ASSIGNMENT - Among the entries below, count the lines that contain the word "from". Write down only the total.

EXERCISE MATERIAL Block Start

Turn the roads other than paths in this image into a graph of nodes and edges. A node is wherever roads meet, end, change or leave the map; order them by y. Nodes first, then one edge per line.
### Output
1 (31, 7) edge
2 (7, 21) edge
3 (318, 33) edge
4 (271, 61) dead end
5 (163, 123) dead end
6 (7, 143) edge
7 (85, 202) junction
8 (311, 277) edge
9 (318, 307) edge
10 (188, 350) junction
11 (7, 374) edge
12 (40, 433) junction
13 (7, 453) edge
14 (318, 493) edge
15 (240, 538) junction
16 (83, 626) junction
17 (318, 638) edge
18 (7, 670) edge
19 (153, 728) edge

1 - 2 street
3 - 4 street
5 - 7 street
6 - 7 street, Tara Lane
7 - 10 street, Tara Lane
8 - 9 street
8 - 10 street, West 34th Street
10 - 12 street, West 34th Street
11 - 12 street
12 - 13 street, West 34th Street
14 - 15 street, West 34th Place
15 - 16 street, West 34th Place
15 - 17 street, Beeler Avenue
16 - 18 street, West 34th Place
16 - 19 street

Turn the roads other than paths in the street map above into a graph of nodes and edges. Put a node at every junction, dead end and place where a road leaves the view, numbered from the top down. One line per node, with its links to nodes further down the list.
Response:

EXERCISE MATERIAL Block End
EXERCISE MATERIAL Block Start

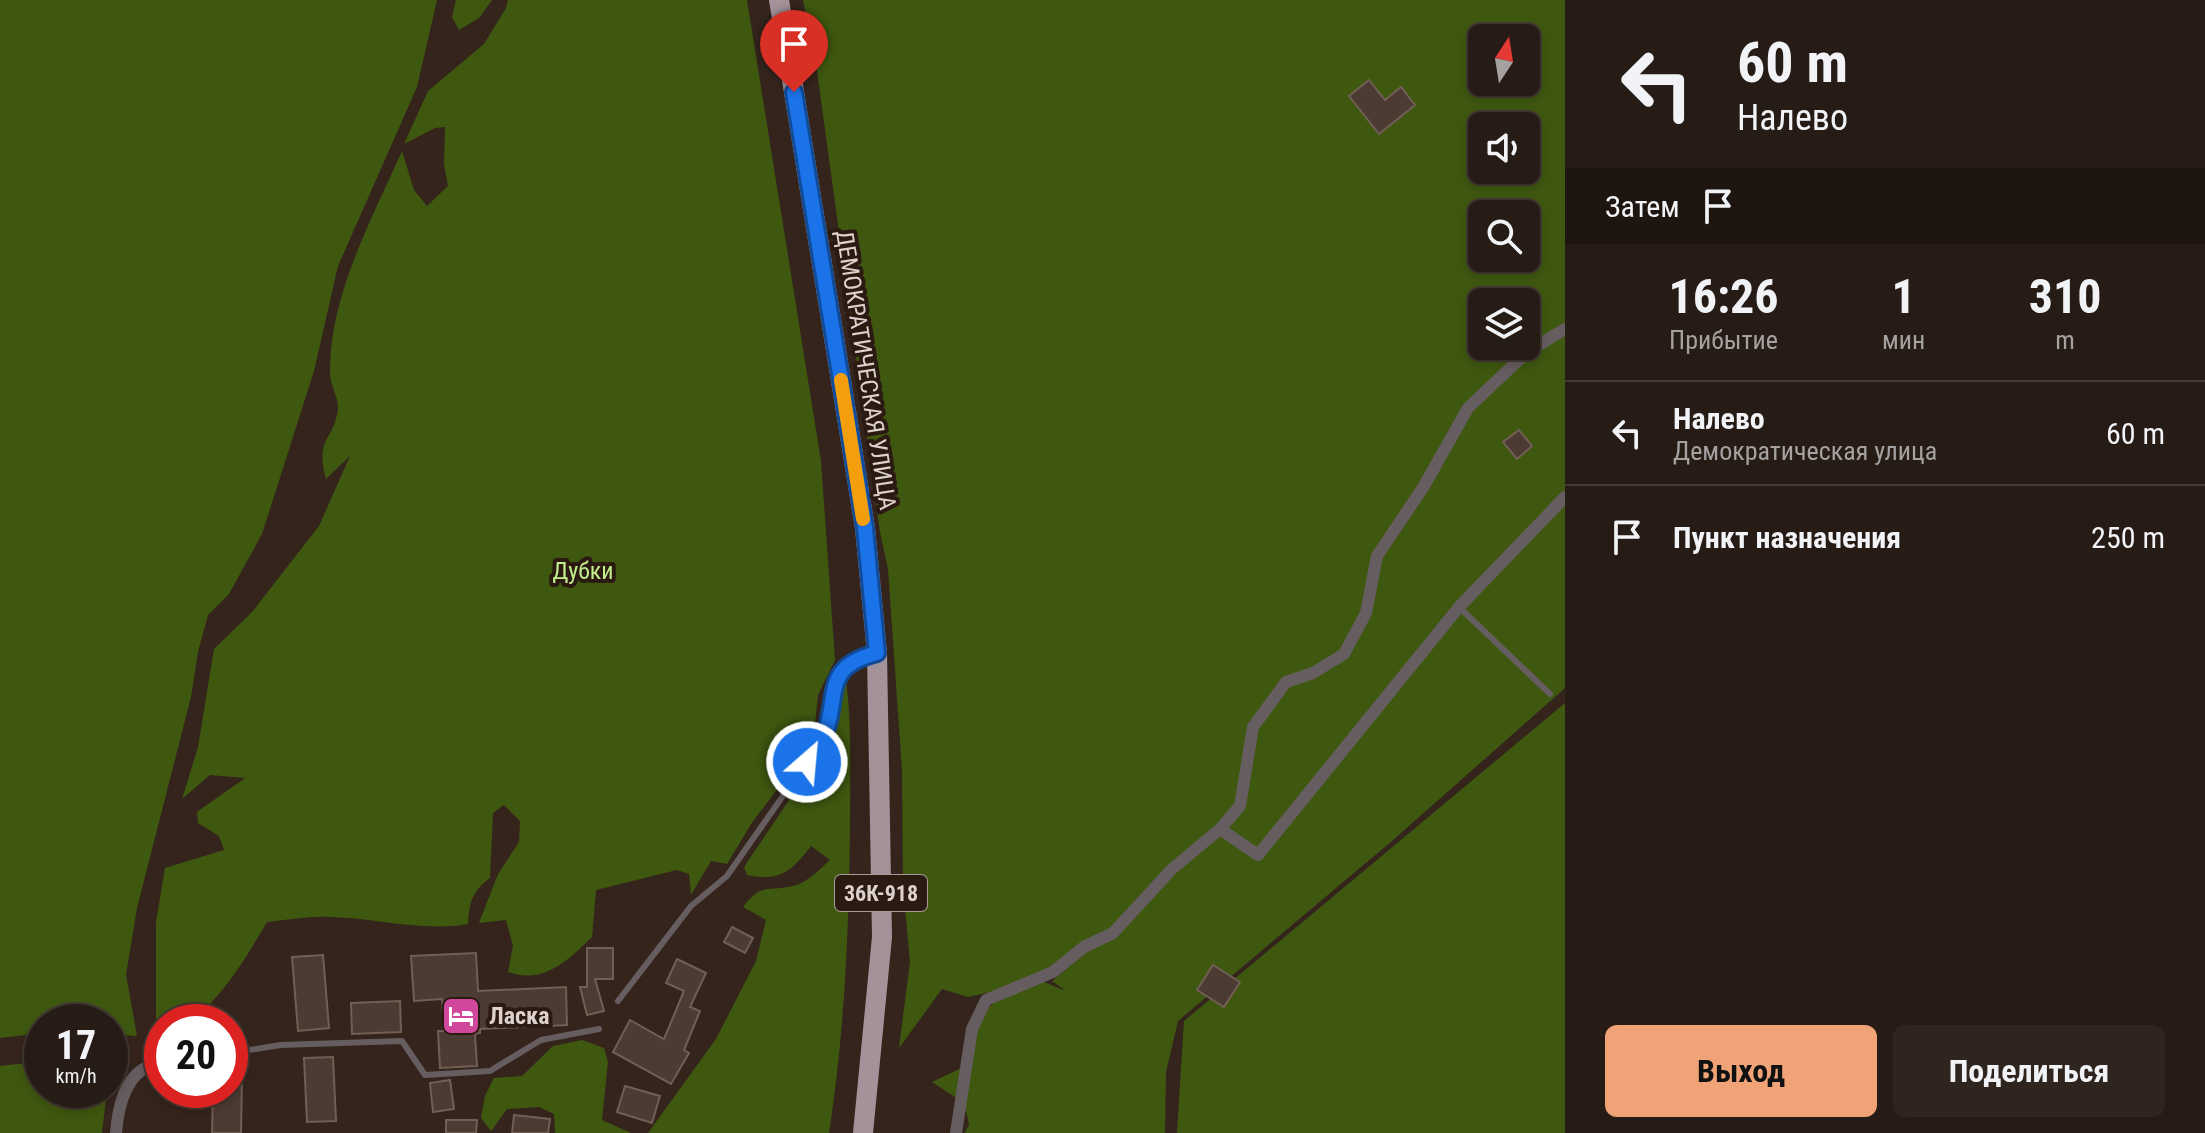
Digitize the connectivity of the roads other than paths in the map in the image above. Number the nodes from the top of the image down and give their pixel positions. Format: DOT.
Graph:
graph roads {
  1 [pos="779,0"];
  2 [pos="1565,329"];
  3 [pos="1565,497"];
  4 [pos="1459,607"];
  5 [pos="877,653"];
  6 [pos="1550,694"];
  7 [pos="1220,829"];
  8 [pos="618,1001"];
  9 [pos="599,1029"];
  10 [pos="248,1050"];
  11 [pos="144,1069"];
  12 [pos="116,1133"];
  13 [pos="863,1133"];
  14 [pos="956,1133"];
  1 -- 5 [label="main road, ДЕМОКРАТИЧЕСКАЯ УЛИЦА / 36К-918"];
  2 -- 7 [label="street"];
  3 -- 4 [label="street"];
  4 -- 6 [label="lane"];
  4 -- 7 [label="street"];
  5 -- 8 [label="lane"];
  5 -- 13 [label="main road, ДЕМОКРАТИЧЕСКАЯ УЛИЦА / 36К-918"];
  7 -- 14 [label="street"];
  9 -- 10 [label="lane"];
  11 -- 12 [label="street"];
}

EXERCISE MATERIAL Block End
EXERCISE MATERIAL Block Start

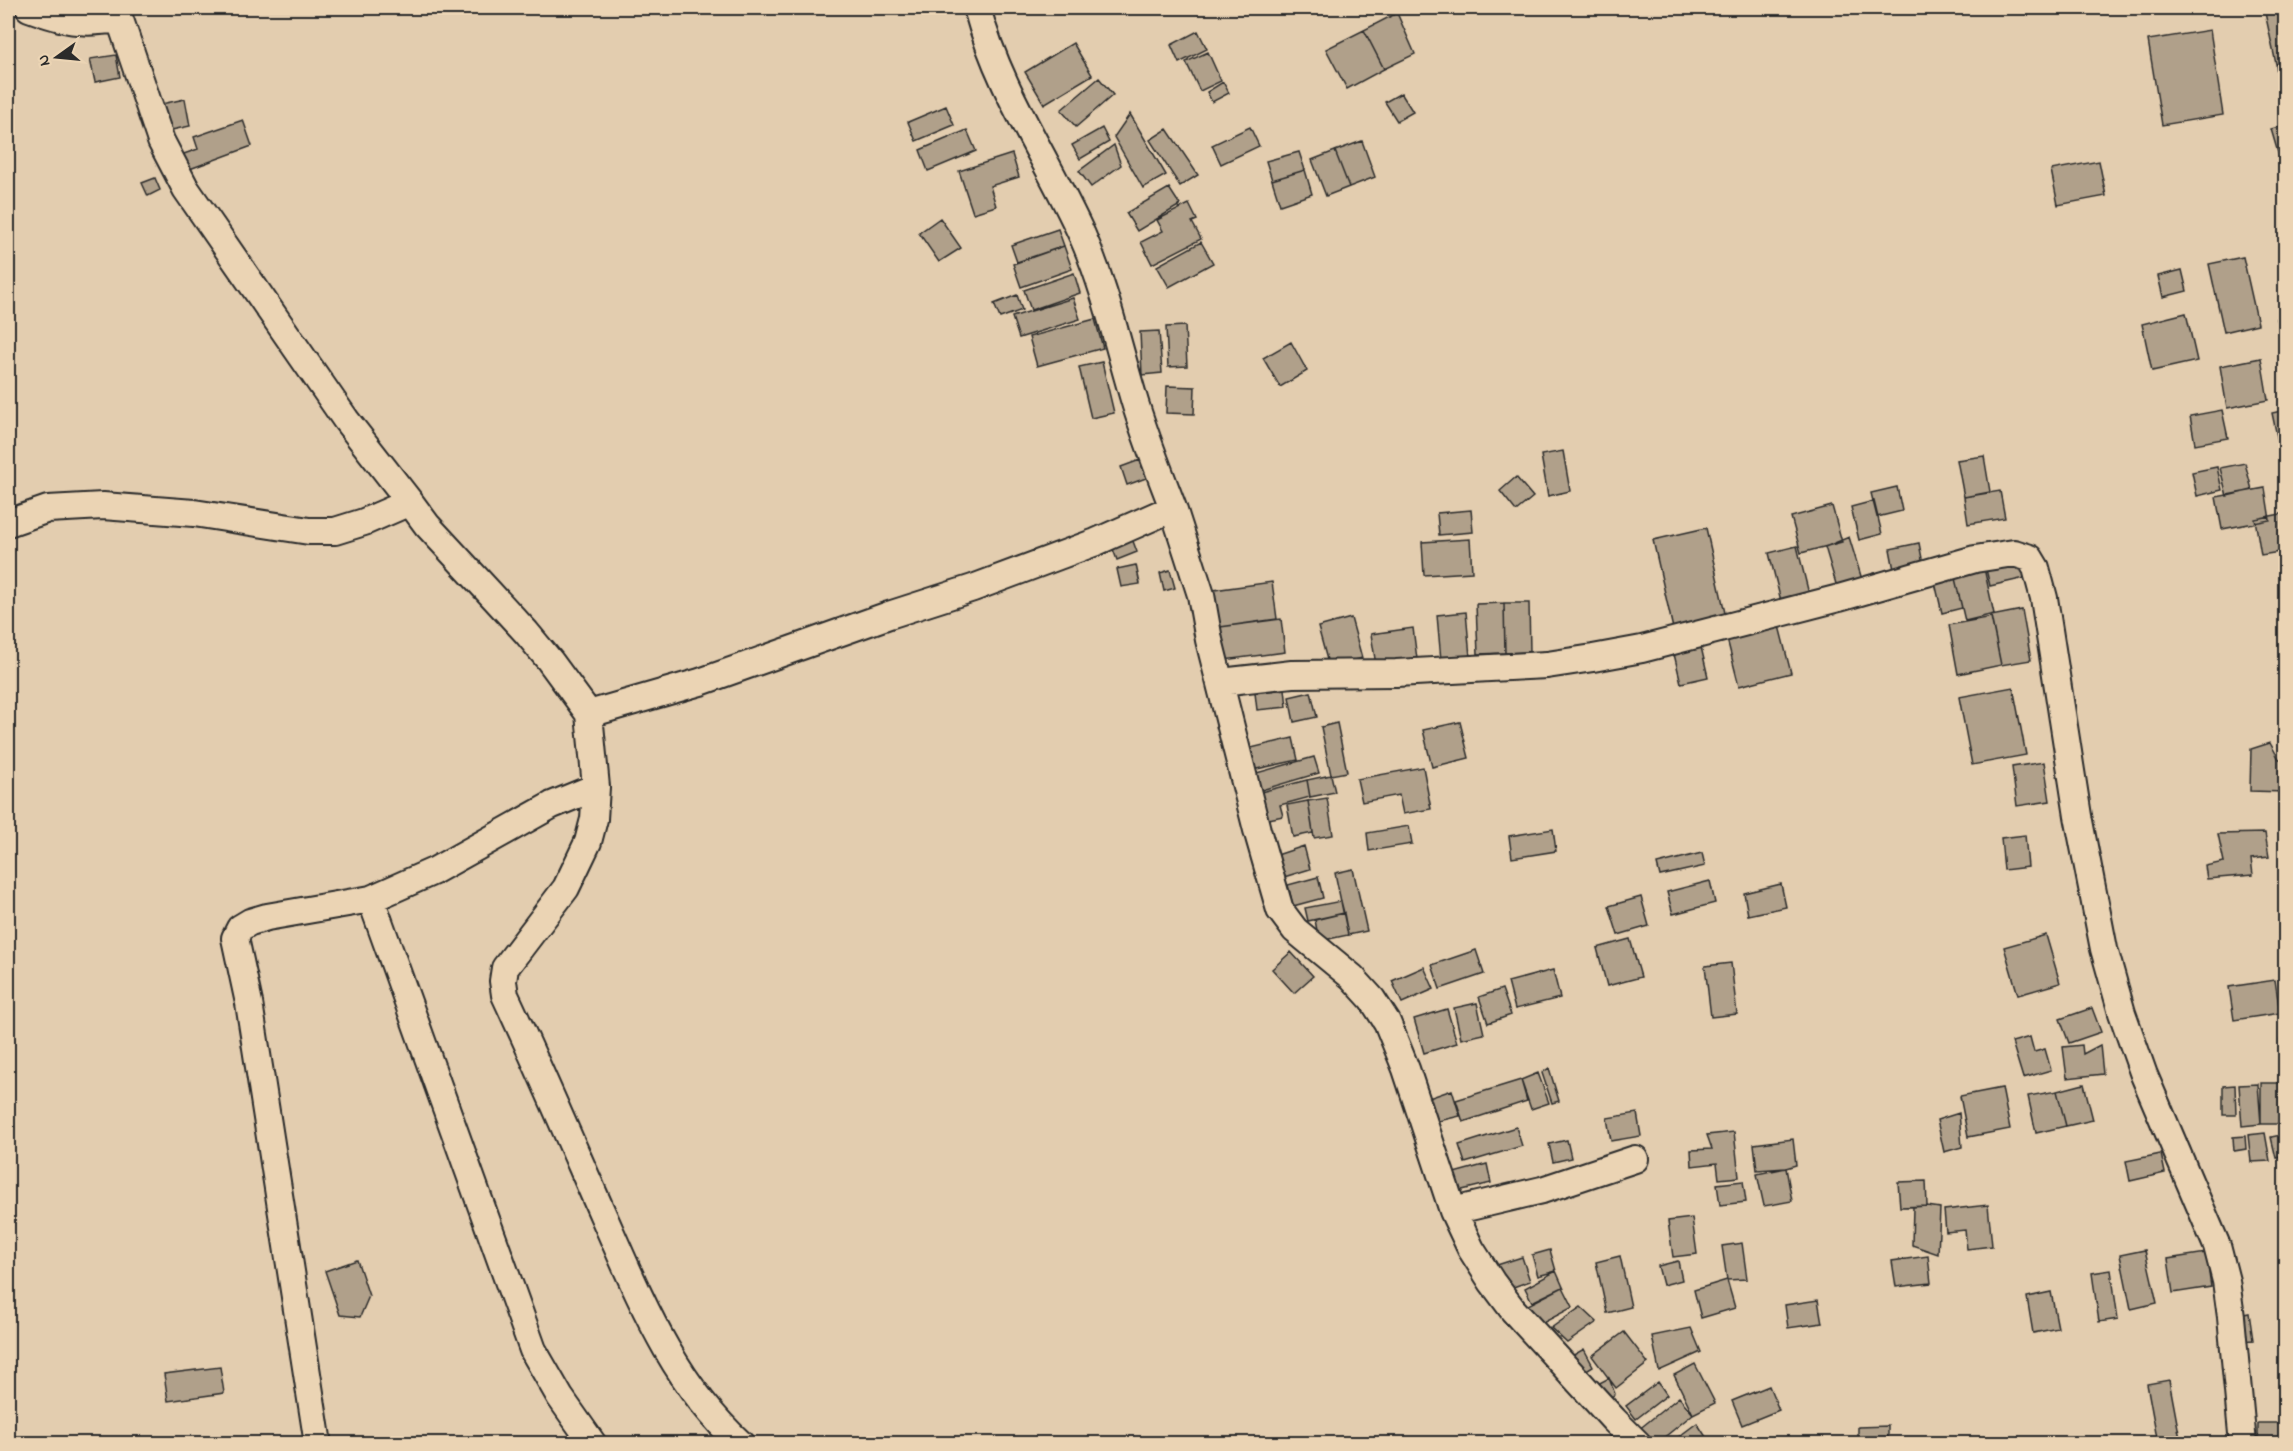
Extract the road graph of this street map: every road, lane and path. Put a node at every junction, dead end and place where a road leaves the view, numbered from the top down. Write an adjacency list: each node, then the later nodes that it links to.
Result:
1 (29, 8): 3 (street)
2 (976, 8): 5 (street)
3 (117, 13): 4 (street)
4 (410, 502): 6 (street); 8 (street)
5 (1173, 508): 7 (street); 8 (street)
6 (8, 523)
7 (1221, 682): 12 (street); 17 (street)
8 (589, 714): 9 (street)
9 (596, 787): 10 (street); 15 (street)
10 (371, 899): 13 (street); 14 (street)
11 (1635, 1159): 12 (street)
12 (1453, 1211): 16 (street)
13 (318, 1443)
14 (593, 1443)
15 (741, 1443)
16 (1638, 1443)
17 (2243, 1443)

EXERCISE MATERIAL Block End

TASK SOLUTION - 3